UAB presents Civil Rights photographs in “Bob Adelman: The Children’s March”

Adelman will give a lecture Sept. 26 and will attend the exhibition’s opening reception Sept. 27; both events are free and open to the public.

In 1963, a volunteer photographer for the Congress of Racial Equality Now named Bob Adelman shot photographs of the “Children’s Crusade,” when hundreds of Birmingham schoolchildren walked out of their classrooms and into the streets in protest.

Birmingham Public Safety Commissioner Bull Connor ordered the use of force to halt the protesters. At least 2,600 children were jailed over the course of a few days. Images shot by Adelman and others of children and teens being blasted by fire hoses and attacked by police officers and their dogs appeared on television and in newspapers, triggering outrage around the nation and world. It is considered by many to be a major turning point in the U.S. Civil Rights Movement.

Fifty years later, the University of Alabama at Birmingham College of Arts and Sciences and the Department of Art and Art History will present an exhibition of 38 of those photographs. “Bob Adelman: The Children’s March” will be on show Friday, Sept. 27 through Thursday, Oct. 31, 2013, at the UAB Visual Arts Gallery, 900 13th St. South. The show is part of 50 Years Forward, UAB and the City of Birmingham’s ongoing 50th anniversary commemoration of the seminal events of the Movement. The images from his show at UAB will focus on that day, May 2, 1963, when more than 1,000 African-American students skipped their classes and gathered at Sixteenth Street Baptist Church to march to downtown Birmingham.

Adelman will lecture about his work at 6 p.m. Thursday, Sept. 26, in UAB’s Mary Culp Hulsey Recital Hall, 950 13th St. South. Adelman will also attend the opening reception of his show from 5-9 p.m. Sept. 27, in the gallery. Admission to both events is free and open to the public. Call 205-934-0815 for gallery hours and more information. Visit the UAB College of Arts and Sciences online at www.uab.edu/civilrights.

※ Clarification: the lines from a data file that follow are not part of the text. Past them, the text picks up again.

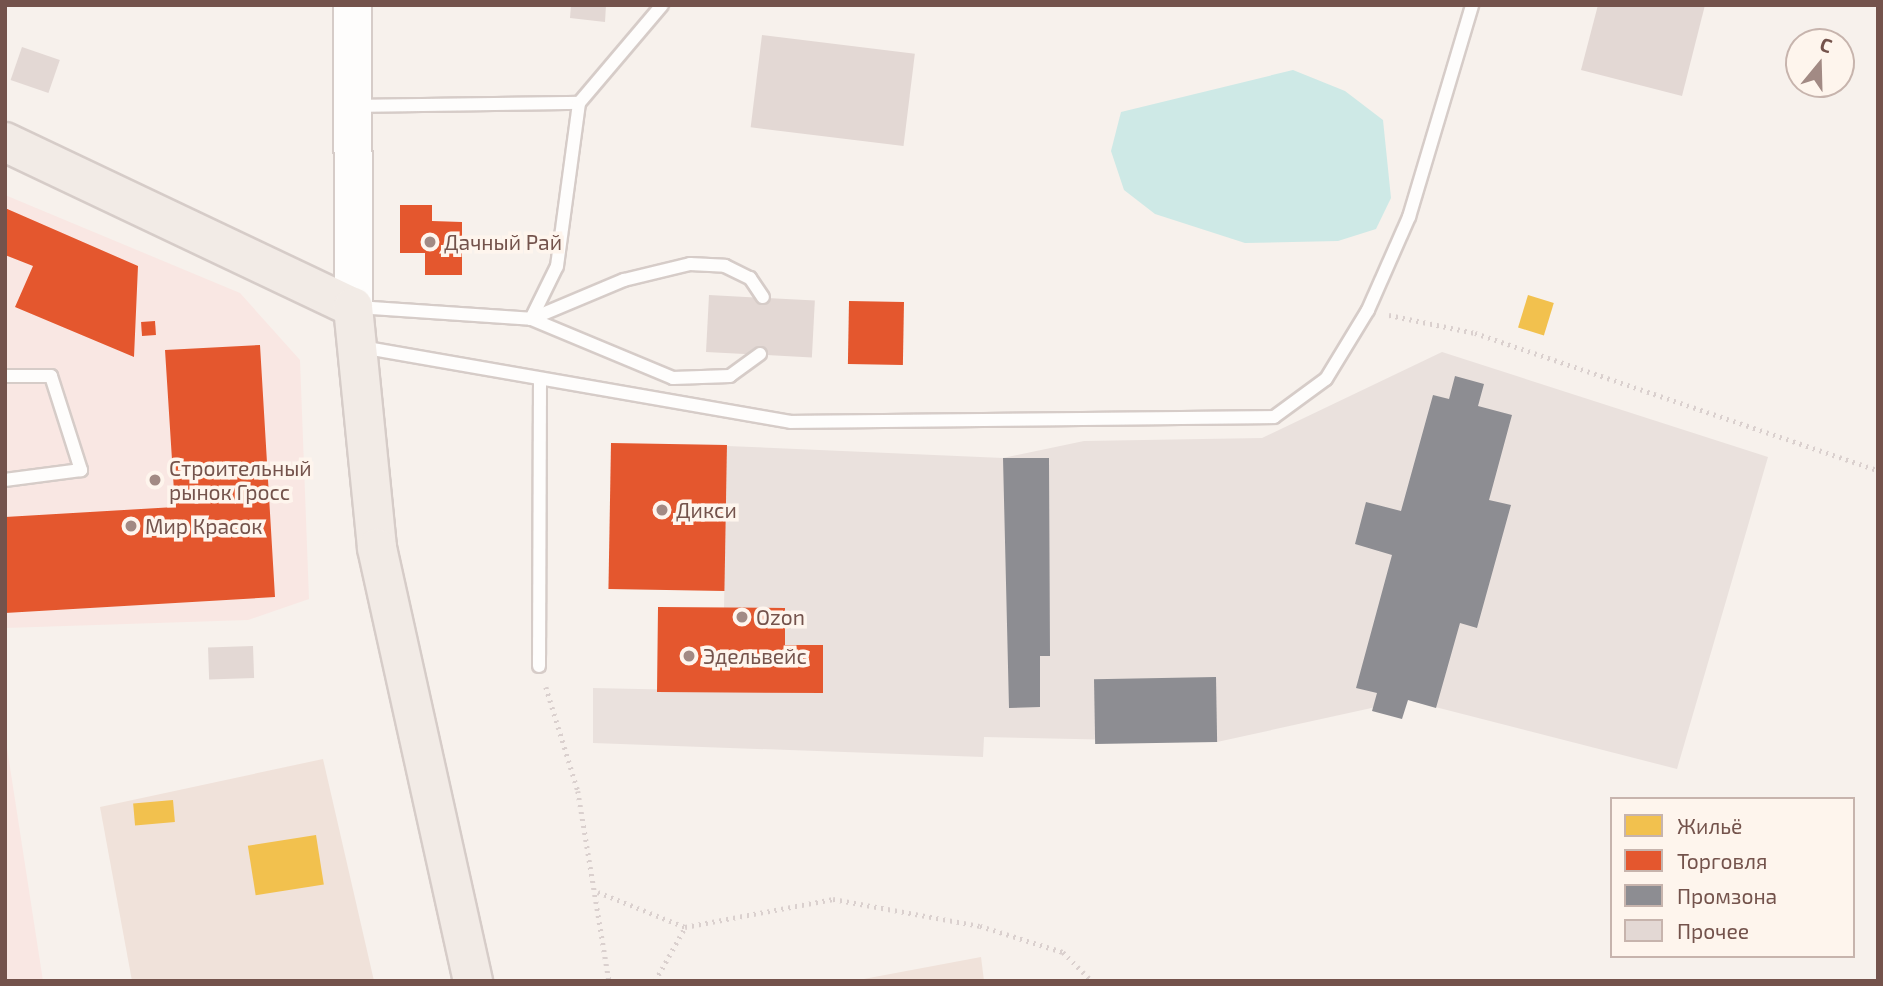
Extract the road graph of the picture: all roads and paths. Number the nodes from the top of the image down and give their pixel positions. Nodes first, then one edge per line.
1 (352, 5) edge
2 (662, 5) edge
3 (1472, 5) edge
4 (579, 103) junction
5 (353, 107) junction
6 (5, 142) edge
7 (763, 298) dead end
8 (353, 307) junction
9 (1368, 310) junction
10 (531, 319) junction
11 (357, 346) junction
12 (760, 354) dead end
13 (5, 376) edge
14 (541, 379) junction
15 (1878, 470) edge
16 (5, 480) edge
17 (539, 666) joint
18 (598, 892) junction
19 (685, 928) junction
20 (472, 981) edge
21 (609, 981) edge
22 (655, 981) edge
23 (1093, 981) edge

1 - 5 main road
2 - 4 lane
3 - 9 lane
4 - 5 lane
4 - 10 lane
5 - 8 main road
6 - 8 main road
7 - 10 lane
8 - 10 lane
8 - 11 main road
9 - 14 lane
9 - 15 path
10 - 12 lane
11 - 14 lane
11 - 20 main road
13 - 16 lane
14 - 17 lane
17 - 18 path
18 - 19 path
18 - 21 path
19 - 22 path
19 - 23 path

The catalogue for the show will present Adelman’s photographs, along with essays by Representative John Lewis (D-Ga.), scholar and writer Charles Johnson, Holy Family Cristo Rey Catholic High School Principal Sidney L. Moore and others.

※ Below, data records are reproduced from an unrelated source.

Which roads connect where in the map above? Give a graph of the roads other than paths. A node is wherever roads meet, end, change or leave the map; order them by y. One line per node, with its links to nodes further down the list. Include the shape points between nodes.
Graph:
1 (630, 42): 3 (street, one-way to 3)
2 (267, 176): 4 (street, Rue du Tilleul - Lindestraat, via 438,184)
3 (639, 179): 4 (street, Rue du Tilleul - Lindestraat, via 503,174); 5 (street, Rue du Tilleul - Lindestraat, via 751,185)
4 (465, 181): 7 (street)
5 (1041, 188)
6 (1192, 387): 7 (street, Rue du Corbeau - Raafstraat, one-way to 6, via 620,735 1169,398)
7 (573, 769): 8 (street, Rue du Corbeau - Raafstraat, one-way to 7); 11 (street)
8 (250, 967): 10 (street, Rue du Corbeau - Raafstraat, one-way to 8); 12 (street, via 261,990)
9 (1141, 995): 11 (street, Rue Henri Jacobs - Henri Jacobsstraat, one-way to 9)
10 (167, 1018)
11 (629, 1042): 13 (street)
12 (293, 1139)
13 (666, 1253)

As a photographer for the Congress of Racial Equality Now, Adelman was granted access to many of the Civil Rights Movement’s key leaders, including Malcolm X, the Rev. Martin Luther King Jr. and James Baldwin. His photographs were used for cover stories in Esquire, Time, People, Life, The New Yorker, Harper’s, Newsweek, New York Times magazine, Fortune, American Heritage, The London Times Magazine, Stern, Look, Paris Match and other magazines.

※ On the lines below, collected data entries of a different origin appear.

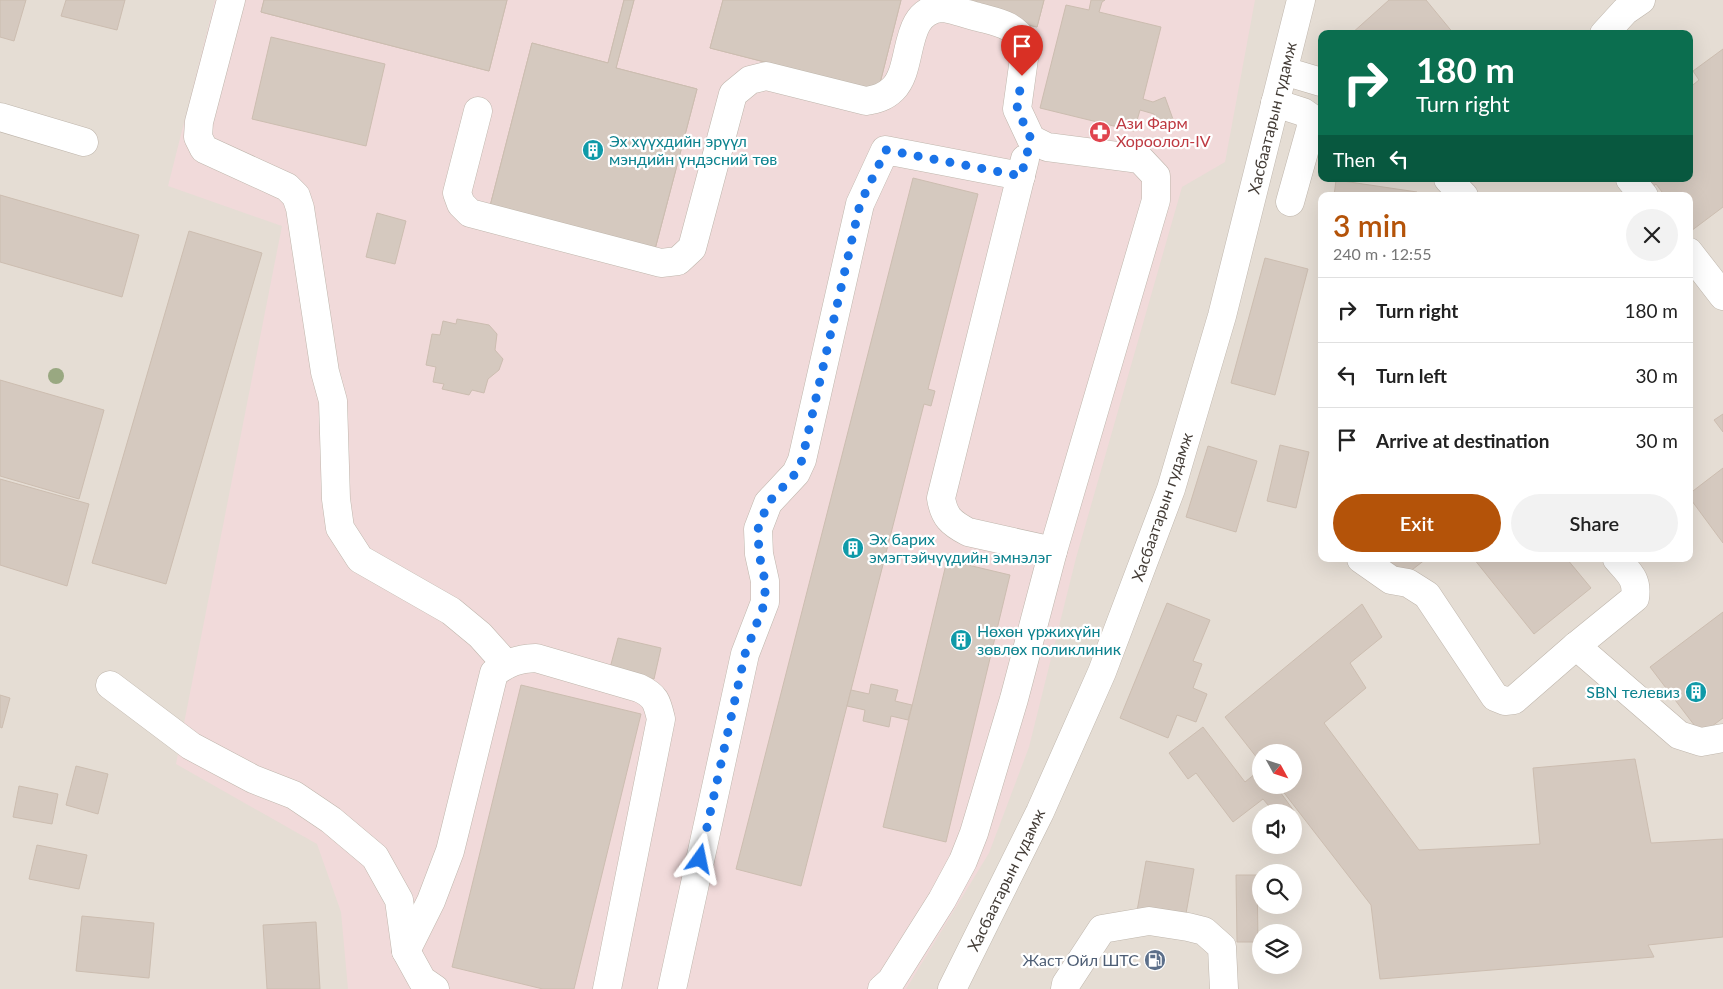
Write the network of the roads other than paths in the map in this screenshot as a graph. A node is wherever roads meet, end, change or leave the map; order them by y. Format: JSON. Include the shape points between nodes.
{"nodes":[{"id":1,"x":231,"y":0,"type":"edge"},
{"id":2,"x":1301,"y":0,"type":"edge"},
{"id":3,"x":1625,"y":4,"type":"edge"},
{"id":4,"x":1607,"y":30,"type":"edge"},
{"id":5,"x":1284,"y":71,"type":"junction"},
{"id":6,"x":1318,"y":81,"type":"edge"},
{"id":7,"x":1275,"y":104,"type":"junction"},
{"id":8,"x":478,"y":111,"type":"dead end"},
{"id":9,"x":0,"y":117,"type":"edge"},
{"id":10,"x":1031,"y":139,"type":"junction"},
{"id":11,"x":84,"y":142,"type":"dead end"},
{"id":12,"x":1021,"y":176,"type":"junction"},
{"id":13,"x":1451,"y":182,"type":"edge"},
{"id":14,"x":1632,"y":182,"type":"edge"},
{"id":15,"x":1460,"y":192,"type":"edge"},
{"id":16,"x":1641,"y":192,"type":"edge"},
{"id":17,"x":1290,"y":202,"type":"dead end"},
{"id":18,"x":1693,"y":257,"type":"edge"},
{"id":19,"x":1723,"y":296,"type":"edge"},
{"id":20,"x":1053,"y":551,"type":"junction"},
{"id":21,"x":1366,"y":562,"type":"edge"},
{"id":22,"x":1620,"y":562,"type":"edge"},
{"id":23,"x":1576,"y":646,"type":"junction"},
{"id":24,"x":506,"y":664,"type":"junction"},
{"id":25,"x":110,"y":685,"type":"dead end"},
{"id":26,"x":1723,"y":738,"type":"edge"},
{"id":27,"x":406,"y":951,"type":"junction"},
{"id":28,"x":436,"y":989,"type":"edge"},
{"id":29,"x":607,"y":989,"type":"edge"},
{"id":30,"x":672,"y":989,"type":"edge"},
{"id":31,"x":882,"y":989,"type":"edge"},
{"id":32,"x":952,"y":989,"type":"edge"},
{"id":33,"x":1065,"y":989,"type":"edge"},
{"id":34,"x":1224,"y":989,"type":"edge"}],
"edges":[{"from":1,"to":24,"type":"street","via":[[199,122],[198,137],[204,149],[287,187],[296,196],[325,372],[333,401],[340,528],[360,559],[451,611],[480,635]]},
{"from":2,"to":5,"type":"street","name":"Хасбаатарын гудамж"},
{"from":3,"to":4,"type":"street"},
{"from":5,"to":6,"type":"street"},
{"from":5,"to":7,"type":"street","name":"Хасбаатарын гудамж"},
{"from":7,"to":17,"type":"street","via":[[1303,112],[1310,117],[1312,127]]},
{"from":7,"to":32,"type":"street","name":"Хасбаатарын гудамж","via":[[1222,316],[1171,489],[1102,672],[1040,812]]},
{"from":8,"to":10,"type":"street","via":[[457,194],[470,213],[660,263],[678,261],[692,248],[733,94],[750,80],[766,76],[866,101],[882,97],[899,80],[915,27],[927,13],[942,8],[1004,24],[1018,33],[1026,44],[1017,109]]},
{"from":9,"to":11,"type":"street"},
{"from":10,"to":12,"type":"street"},
{"from":10,"to":20,"type":"street","via":[[1047,147],[1140,159],[1156,176],[1156,200]]},
{"from":12,"to":20,"type":"street","via":[[941,498],[948,518],[968,532]]},
{"from":12,"to":30,"type":"street","via":[[886,150],[860,204],[802,460],[796,473],[768,503],[758,529],[765,602],[745,654]]},
{"from":13,"to":15,"type":"street"},
{"from":14,"to":16,"type":"street"},
{"from":18,"to":19,"type":"street"},
{"from":20,"to":31,"type":"street","via":[[974,833],[942,900],[891,982]]},
{"from":21,"to":23,"type":"street","via":[[1391,580],[1408,583],[1428,595],[1495,697],[1514,700]]},
{"from":22,"to":23,"type":"street","via":[[1634,579],[1637,588],[1635,598]]},
{"from":23,"to":26,"type":"street","via":[[1679,735],[1701,742]]},
{"from":24,"to":27,"type":"street","via":[[494,673],[450,851],[432,901]]},
{"from":24,"to":29,"type":"street","via":[[536,658],[639,688],[651,694],[658,704],[661,720]]},
{"from":25,"to":27,"type":"street","via":[[191,746],[253,779],[294,795],[331,820],[375,857],[399,900]]},
{"from":27,"to":28,"type":"street","via":[[422,980]]},
{"from":33,"to":34,"type":"street","via":[[1102,929],[1150,921],[1204,931],[1222,947]]}]}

A Guggenheim Fellow, Adelman has taught at the International Center for Photography, The New School and School of Visual Arts, and he has lectured at Columbia University, Stanford University, Union College, Philadelphia College of Art, the University of Minnesota, Miami University, Ohio State University, the Steamboat Falls Workshop and Boston Museum of Fine Arts. Other awards include a National Endowment for the Arts Grant, Art Director’s Club awards, American Institute of Graphic Arts 50 Books awards and a University of Missouri School of Journalism Award.